Stored items:
※ ※ ※
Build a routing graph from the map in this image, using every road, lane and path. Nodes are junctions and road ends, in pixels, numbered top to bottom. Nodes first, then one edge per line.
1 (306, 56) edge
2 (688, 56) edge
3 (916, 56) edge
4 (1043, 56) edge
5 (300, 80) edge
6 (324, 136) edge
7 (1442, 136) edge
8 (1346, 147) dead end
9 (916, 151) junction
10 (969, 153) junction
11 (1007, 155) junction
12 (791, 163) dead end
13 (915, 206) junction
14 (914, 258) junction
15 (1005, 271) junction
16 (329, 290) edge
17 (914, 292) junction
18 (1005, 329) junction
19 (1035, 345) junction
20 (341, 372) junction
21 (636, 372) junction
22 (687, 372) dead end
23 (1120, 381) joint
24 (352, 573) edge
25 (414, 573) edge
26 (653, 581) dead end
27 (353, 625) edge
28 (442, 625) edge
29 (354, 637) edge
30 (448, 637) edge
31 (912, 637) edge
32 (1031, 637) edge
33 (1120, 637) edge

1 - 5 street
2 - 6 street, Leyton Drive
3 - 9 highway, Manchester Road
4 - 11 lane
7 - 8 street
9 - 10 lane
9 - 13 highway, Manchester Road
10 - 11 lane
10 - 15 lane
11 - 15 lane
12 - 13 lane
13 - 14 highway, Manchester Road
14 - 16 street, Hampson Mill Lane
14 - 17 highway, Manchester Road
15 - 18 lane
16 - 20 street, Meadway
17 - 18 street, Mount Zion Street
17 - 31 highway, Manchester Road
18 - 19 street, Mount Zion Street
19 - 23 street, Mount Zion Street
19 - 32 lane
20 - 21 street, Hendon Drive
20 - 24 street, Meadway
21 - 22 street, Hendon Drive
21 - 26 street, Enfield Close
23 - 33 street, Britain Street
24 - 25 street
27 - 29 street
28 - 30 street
※ ※ ※
* _TASK_
Every entry needs to be copied again, word for word.

* _OUTPUT_
Build a routing graph from the map in this image, using every road, lane and path. Nodes are junctions and road ends, in pixels, numbered top to bottom. Nodes first, then one edge per line.
1 (306, 56) edge
2 (688, 56) edge
3 (916, 56) edge
4 (1043, 56) edge
5 (300, 80) edge
6 (324, 136) edge
7 (1442, 136) edge
8 (1346, 147) dead end
9 (916, 151) junction
10 (969, 153) junction
11 (1007, 155) junction
12 (791, 163) dead end
13 (915, 206) junction
14 (914, 258) junction
15 (1005, 271) junction
16 (329, 290) edge
17 (914, 292) junction
18 (1005, 329) junction
19 (1035, 345) junction
20 (341, 372) junction
21 (636, 372) junction
22 (687, 372) dead end
23 (1120, 381) joint
24 (352, 573) edge
25 (414, 573) edge
26 (653, 581) dead end
27 (353, 625) edge
28 (442, 625) edge
29 (354, 637) edge
30 (448, 637) edge
31 (912, 637) edge
32 (1031, 637) edge
33 (1120, 637) edge

1 - 5 street
2 - 6 street, Leyton Drive
3 - 9 highway, Manchester Road
4 - 11 lane
7 - 8 street
9 - 10 lane
9 - 13 highway, Manchester Road
10 - 11 lane
10 - 15 lane
11 - 15 lane
12 - 13 lane
13 - 14 highway, Manchester Road
14 - 16 street, Hampson Mill Lane
14 - 17 highway, Manchester Road
15 - 18 lane
16 - 20 street, Meadway
17 - 18 street, Mount Zion Street
17 - 31 highway, Manchester Road
18 - 19 street, Mount Zion Street
19 - 23 street, Mount Zion Street
19 - 32 lane
20 - 21 street, Hendon Drive
20 - 24 street, Meadway
21 - 22 street, Hendon Drive
21 - 26 street, Enfield Close
23 - 33 street, Britain Street
24 - 25 street
27 - 29 street
28 - 30 street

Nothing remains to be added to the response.